La traque des cybercriminels s’intensifie depuis quelques mois au Bénin. Si cela est perçu comme une réponse à l’allure inquiétante que prend le phénomène, la cybercriminalité se révèle être une criminalité complexe et difficile à appréhender. A l’antipode du gouvernement, la société béninoise semble bien tolérer et accepter. Véritable paradoxe !
La cinquantaine environ, dame Mistouratou refuse d’admettre que son fils cybercriminel, arrêté et incarcéré, soit auteur d’un quelconque crime. Devant sa boutique remplie de produits cosmétiques, pâtes alimentaires et autres divers, elle a l’air abattue mais se réjouit que son garçon, encore étudiant dans une université privée de Cotonou, lui ait permis d’avoir une si grande boutique. “Ce que les gens ne voient pas, c’est qu’il nous a sorti de la pauvreté“, nous a-t-elle confié avant de lancer “est-ce qu’il a volé l’argent de l’Etat ?“.
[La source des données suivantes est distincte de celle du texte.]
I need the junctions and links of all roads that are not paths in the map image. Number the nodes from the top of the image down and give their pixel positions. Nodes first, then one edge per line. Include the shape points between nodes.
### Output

Une question que nous lancera également D. Louise, petite amie d’un cybercriminel, actuellement contraint de vivre loin du territoire national, selon ses confidences. Pour elle, les autorités béninoises se trompent de combat en se lançant aux trousses des cybercriminels qui ne vivent que de l’argent de “l’homme blanc“. Même son de cloche de la part de plusieurs proches de cybercriminels rencontrés.
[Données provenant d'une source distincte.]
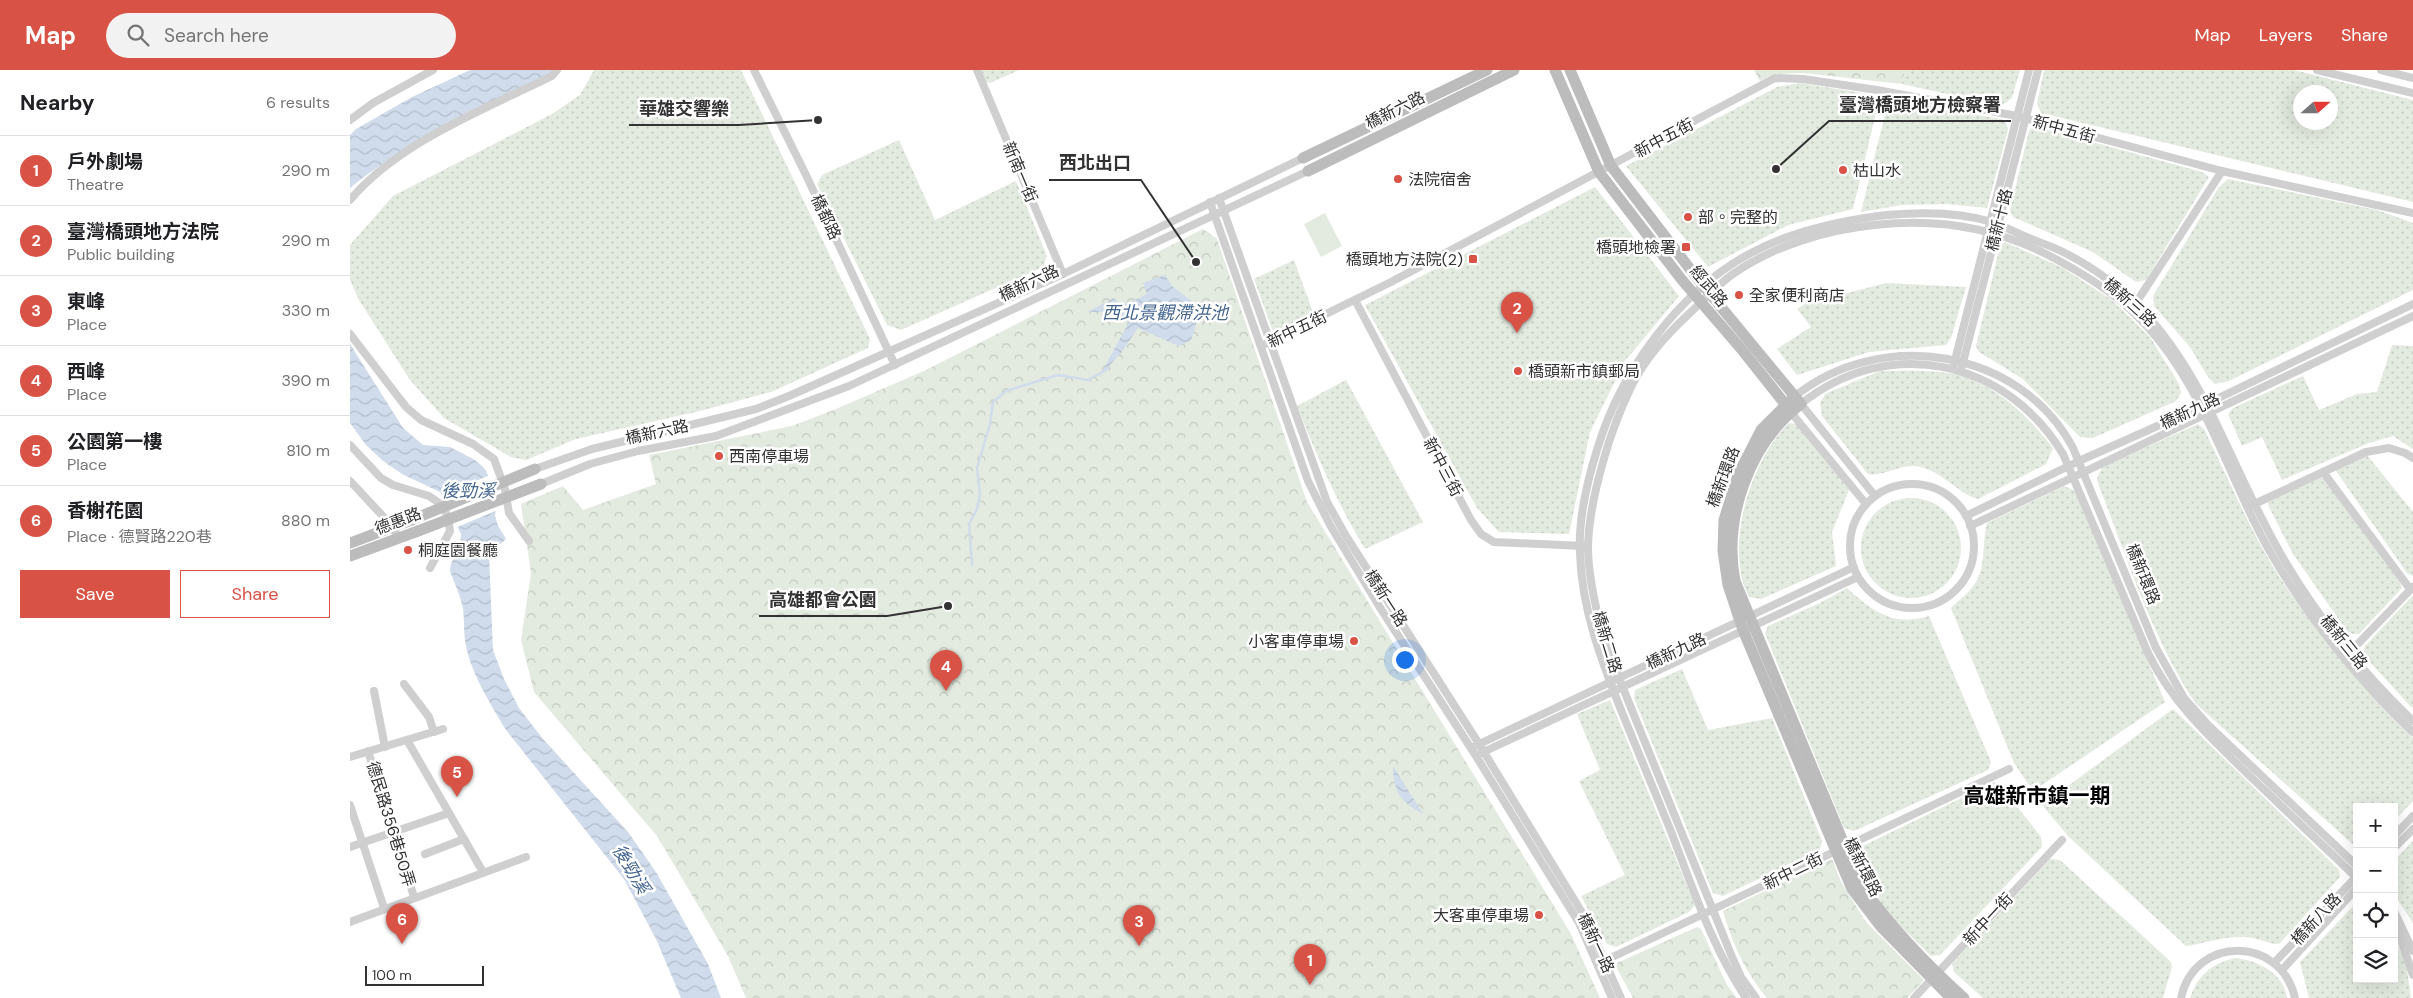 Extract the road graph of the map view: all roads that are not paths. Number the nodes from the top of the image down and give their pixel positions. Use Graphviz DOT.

Laurent (nom d’emprunt) est peintre bâtiment. Pour lui, sa situation économique s’est dégradée depuis que la traque des cybercriminels s’est intensifiée. “Pour un travail de 30 mille francs, tu leur dis 70 mille francs. On te demande juste ton numéro Mobile money et tu es payé“, a-t-il laissé entendre.
Pour plusieurs artisans notamment des matelassiers, staffeurs, peintres et autres, les cybercriminels paient bien voire au-delà des frais de prestations sollicitées. Les tenanciers de bars et restaurants en font également les frais de cette lutte contre la cybercriminalité. “Nous ne vendons plus, s’il faut être honnête. Je connais des bars qui ont fermé à cause de cette affaire. C’est difficile mais nous ne pouvons rien“ a laissé entendre Olivier, responsable d’un bar très fréquenté à Akpakpa.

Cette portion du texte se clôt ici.